_Exercise_
What you return should match the data below exactly, with every entry reproduced.

(Saved entries)
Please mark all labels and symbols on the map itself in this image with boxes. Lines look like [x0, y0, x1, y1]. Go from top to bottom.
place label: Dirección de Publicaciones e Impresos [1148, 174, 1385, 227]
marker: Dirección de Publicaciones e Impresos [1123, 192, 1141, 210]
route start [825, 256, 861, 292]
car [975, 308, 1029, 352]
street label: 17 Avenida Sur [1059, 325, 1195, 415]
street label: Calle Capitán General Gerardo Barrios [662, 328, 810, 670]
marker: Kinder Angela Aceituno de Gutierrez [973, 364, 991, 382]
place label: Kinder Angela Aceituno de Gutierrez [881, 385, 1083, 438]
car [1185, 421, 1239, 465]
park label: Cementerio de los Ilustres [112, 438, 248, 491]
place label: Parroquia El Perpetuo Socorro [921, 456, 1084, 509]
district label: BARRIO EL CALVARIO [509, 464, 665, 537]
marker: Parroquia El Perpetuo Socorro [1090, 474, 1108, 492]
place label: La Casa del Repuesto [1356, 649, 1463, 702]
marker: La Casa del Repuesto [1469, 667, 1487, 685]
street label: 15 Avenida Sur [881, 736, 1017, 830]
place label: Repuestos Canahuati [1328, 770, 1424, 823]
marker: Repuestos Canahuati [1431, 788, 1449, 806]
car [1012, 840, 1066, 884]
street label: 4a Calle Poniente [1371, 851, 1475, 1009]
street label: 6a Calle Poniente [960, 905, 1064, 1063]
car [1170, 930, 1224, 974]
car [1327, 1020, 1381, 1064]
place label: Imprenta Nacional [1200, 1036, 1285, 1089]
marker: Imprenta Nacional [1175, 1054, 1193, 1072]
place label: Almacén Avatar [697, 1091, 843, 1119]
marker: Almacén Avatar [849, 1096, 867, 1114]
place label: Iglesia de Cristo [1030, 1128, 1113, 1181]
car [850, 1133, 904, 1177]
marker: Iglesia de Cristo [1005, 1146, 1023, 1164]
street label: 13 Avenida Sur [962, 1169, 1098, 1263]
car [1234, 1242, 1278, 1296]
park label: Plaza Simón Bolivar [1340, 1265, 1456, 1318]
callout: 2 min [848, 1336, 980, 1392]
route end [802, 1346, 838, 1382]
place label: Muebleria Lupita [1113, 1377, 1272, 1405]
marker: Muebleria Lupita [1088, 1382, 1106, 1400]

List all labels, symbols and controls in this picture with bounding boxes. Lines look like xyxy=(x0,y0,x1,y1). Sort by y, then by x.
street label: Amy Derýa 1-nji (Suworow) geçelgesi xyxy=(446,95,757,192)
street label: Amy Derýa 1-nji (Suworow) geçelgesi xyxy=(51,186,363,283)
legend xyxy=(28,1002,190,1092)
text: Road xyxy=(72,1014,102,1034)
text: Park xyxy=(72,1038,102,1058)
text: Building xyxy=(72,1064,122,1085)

_Result of this exercise_
Please mark all labels and symbols on the map itself in this image with boxes. Lines look like [x0, y0, x1, y1]. Go from top to bottom.
place label: Dirección de Publicaciones e Impresos [1148, 174, 1385, 227]
marker: Dirección de Publicaciones e Impresos [1123, 192, 1141, 210]
route start [825, 256, 861, 292]
car [975, 308, 1029, 352]
street label: 17 Avenida Sur [1059, 325, 1195, 415]
street label: Calle Capitán General Gerardo Barrios [662, 328, 810, 670]
marker: Kinder Angela Aceituno de Gutierrez [973, 364, 991, 382]
place label: Kinder Angela Aceituno de Gutierrez [881, 385, 1083, 438]
car [1185, 421, 1239, 465]
park label: Cementerio de los Ilustres [112, 438, 248, 491]
place label: Parroquia El Perpetuo Socorro [921, 456, 1084, 509]
district label: BARRIO EL CALVARIO [509, 464, 665, 537]
marker: Parroquia El Perpetuo Socorro [1090, 474, 1108, 492]
place label: La Casa del Repuesto [1356, 649, 1463, 702]
marker: La Casa del Repuesto [1469, 667, 1487, 685]
street label: 15 Avenida Sur [881, 736, 1017, 830]
place label: Repuestos Canahuati [1328, 770, 1424, 823]
marker: Repuestos Canahuati [1431, 788, 1449, 806]
car [1012, 840, 1066, 884]
street label: 4a Calle Poniente [1371, 851, 1475, 1009]
street label: 6a Calle Poniente [960, 905, 1064, 1063]
car [1170, 930, 1224, 974]
car [1327, 1020, 1381, 1064]
place label: Imprenta Nacional [1200, 1036, 1285, 1089]
marker: Imprenta Nacional [1175, 1054, 1193, 1072]
place label: Almacén Avatar [697, 1091, 843, 1119]
marker: Almacén Avatar [849, 1096, 867, 1114]
place label: Iglesia de Cristo [1030, 1128, 1113, 1181]
car [850, 1133, 904, 1177]
marker: Iglesia de Cristo [1005, 1146, 1023, 1164]
street label: 13 Avenida Sur [962, 1169, 1098, 1263]
car [1234, 1242, 1278, 1296]
park label: Plaza Simón Bolivar [1340, 1265, 1456, 1318]
callout: 2 min [848, 1336, 980, 1392]
route end [802, 1346, 838, 1382]
place label: Muebleria Lupita [1113, 1377, 1272, 1405]
marker: Muebleria Lupita [1088, 1382, 1106, 1400]

List all labels, symbols and controls in this picture with bounding boxes. Lines look like xyxy=(x0,y0,x1,y1). Sort by y, then by x.
street label: Amy Derýa 1-nji (Suworow) geçelgesi xyxy=(446,95,757,192)
street label: Amy Derýa 1-nji (Suworow) geçelgesi xyxy=(51,186,363,283)
legend xyxy=(28,1002,190,1092)
text: Road xyxy=(72,1014,102,1034)
text: Park xyxy=(72,1038,102,1058)
text: Building xyxy=(72,1064,122,1085)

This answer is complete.